Data records ▸
____________

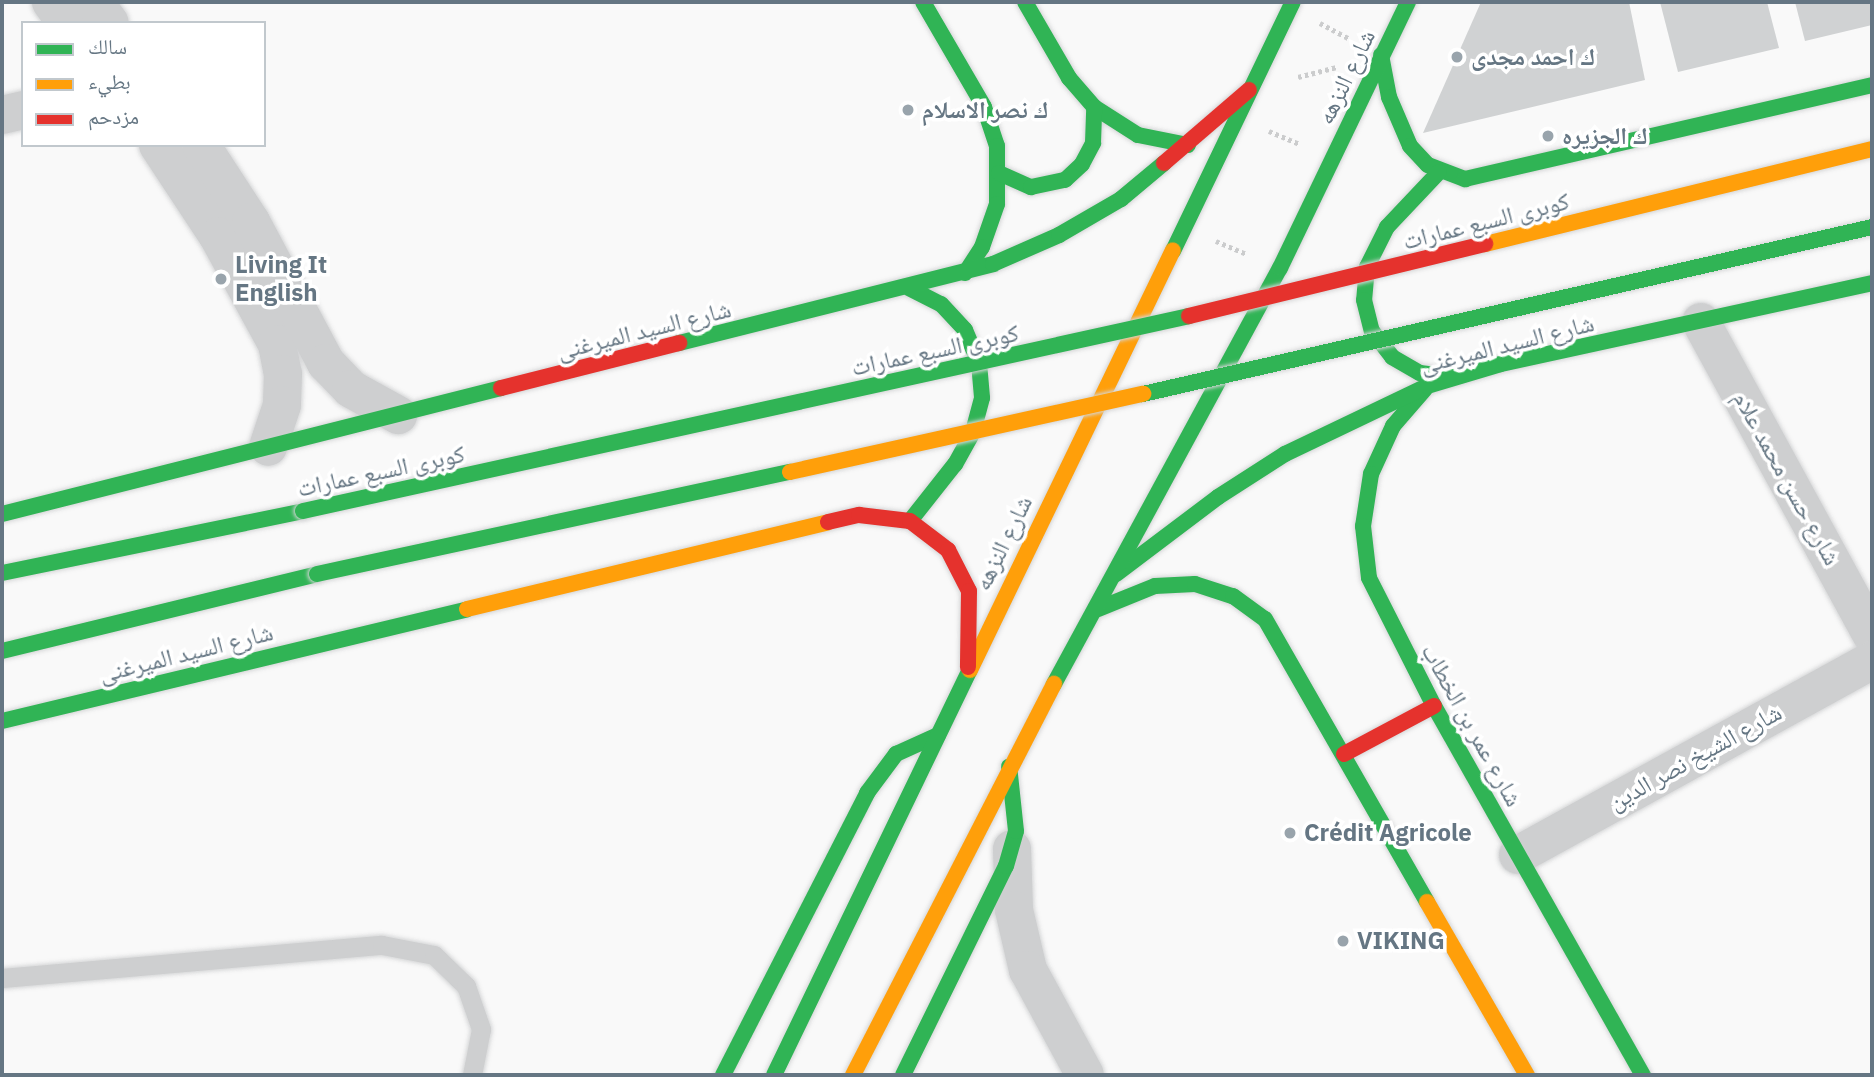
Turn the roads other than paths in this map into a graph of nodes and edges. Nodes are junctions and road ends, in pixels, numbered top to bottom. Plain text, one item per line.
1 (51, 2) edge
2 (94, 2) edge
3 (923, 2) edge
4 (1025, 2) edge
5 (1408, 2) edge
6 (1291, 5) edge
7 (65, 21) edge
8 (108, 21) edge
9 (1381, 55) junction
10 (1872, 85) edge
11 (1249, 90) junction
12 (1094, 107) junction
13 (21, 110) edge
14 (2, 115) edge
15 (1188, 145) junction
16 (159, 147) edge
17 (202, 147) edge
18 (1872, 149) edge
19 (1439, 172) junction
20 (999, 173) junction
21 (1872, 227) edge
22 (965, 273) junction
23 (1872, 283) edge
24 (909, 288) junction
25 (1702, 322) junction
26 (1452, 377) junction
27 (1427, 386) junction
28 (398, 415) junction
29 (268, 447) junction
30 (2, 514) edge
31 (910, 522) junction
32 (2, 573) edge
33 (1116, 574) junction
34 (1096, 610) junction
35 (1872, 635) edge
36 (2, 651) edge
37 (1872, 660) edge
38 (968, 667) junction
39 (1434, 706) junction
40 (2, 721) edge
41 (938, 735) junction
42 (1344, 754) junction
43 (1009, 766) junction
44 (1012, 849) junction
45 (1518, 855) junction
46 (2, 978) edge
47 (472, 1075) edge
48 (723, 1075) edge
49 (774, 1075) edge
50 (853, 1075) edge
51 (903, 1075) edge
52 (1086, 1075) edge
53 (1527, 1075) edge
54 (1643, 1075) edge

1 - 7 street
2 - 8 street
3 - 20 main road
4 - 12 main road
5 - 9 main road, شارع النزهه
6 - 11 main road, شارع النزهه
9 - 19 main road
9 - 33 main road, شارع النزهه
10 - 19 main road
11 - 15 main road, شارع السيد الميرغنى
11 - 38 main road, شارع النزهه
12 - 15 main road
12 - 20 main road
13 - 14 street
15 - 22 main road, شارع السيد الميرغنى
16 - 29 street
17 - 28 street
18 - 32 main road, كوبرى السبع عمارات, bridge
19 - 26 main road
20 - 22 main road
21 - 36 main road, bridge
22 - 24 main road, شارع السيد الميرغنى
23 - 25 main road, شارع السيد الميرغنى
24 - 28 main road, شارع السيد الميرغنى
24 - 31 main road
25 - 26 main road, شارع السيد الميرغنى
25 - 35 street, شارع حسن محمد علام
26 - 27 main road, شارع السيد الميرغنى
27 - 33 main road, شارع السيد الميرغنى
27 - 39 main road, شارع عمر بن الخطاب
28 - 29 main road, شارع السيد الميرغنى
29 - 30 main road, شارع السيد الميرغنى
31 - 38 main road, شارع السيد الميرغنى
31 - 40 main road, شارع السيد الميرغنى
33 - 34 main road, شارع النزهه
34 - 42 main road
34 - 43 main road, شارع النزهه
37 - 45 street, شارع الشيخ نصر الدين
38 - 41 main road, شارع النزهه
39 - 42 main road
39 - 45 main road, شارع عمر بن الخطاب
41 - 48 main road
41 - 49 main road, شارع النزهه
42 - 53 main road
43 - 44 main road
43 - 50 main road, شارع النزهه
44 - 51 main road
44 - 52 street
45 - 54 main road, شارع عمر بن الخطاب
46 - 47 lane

____________

Please go over the data above and tally every line holding "الخطاب"; reply only with the count.

3